Your objective:
Search the data below for "dead"; list each line that holds it.

(Stored data)
————
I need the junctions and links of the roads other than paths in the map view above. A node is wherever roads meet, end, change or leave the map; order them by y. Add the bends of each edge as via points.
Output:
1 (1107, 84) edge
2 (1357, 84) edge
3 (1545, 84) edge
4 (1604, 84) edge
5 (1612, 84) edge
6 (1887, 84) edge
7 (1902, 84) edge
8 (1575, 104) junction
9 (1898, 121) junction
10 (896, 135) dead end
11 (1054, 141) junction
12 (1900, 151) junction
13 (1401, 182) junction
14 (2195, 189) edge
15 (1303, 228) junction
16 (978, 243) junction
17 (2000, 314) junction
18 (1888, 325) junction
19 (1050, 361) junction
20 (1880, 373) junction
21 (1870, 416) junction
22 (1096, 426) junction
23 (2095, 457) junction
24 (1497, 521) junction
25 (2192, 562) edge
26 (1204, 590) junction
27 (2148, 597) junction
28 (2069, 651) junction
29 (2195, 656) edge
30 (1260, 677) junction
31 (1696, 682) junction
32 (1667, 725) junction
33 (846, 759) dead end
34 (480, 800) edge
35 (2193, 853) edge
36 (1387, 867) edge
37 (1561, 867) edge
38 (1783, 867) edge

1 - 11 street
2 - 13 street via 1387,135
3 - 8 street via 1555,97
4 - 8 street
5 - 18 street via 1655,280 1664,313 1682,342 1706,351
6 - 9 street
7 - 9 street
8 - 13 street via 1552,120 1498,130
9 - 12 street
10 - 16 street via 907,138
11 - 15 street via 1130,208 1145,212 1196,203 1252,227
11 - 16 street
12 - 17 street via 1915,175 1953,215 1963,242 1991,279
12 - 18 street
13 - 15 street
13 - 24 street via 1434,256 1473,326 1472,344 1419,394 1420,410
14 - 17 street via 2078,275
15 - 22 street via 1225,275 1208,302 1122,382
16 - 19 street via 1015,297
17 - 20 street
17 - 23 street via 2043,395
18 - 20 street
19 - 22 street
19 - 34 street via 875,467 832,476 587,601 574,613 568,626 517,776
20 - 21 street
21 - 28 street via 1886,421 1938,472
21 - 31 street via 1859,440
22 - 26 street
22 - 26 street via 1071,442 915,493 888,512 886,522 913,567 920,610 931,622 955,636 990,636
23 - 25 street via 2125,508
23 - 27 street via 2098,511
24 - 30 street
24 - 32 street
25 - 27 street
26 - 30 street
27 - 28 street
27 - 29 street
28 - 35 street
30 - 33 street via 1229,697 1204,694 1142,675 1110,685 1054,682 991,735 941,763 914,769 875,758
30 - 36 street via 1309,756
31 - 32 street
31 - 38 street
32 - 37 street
————
Solution to this problem:
10 (896, 135) dead end
33 (846, 759) dead end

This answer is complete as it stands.